● **What is being asked**
Could you copy all of the records below exactly as they appear?

Stored items
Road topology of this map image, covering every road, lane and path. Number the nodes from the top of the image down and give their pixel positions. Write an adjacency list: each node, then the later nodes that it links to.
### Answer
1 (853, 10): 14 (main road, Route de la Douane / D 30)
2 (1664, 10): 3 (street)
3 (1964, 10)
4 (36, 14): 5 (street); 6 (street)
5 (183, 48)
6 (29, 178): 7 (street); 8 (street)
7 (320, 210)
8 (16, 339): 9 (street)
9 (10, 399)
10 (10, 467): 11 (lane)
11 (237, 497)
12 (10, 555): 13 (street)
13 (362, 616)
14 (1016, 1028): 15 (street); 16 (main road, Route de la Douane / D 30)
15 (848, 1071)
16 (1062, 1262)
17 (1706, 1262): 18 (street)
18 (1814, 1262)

● **Exercise solution**
Road topology of this map image, covering every road, lane and path. Number the nodes from the top of the image down and give their pixel positions. Write an adjacency list: each node, then the later nodes that it links to.
### Answer
1 (853, 10): 14 (main road, Route de la Douane / D 30)
2 (1664, 10): 3 (street)
3 (1964, 10)
4 (36, 14): 5 (street); 6 (street)
5 (183, 48)
6 (29, 178): 7 (street); 8 (street)
7 (320, 210)
8 (16, 339): 9 (street)
9 (10, 399)
10 (10, 467): 11 (lane)
11 (237, 497)
12 (10, 555): 13 (street)
13 (362, 616)
14 (1016, 1028): 15 (street); 16 (main road, Route de la Douane / D 30)
15 (848, 1071)
16 (1062, 1262)
17 (1706, 1262): 18 (street)
18 (1814, 1262)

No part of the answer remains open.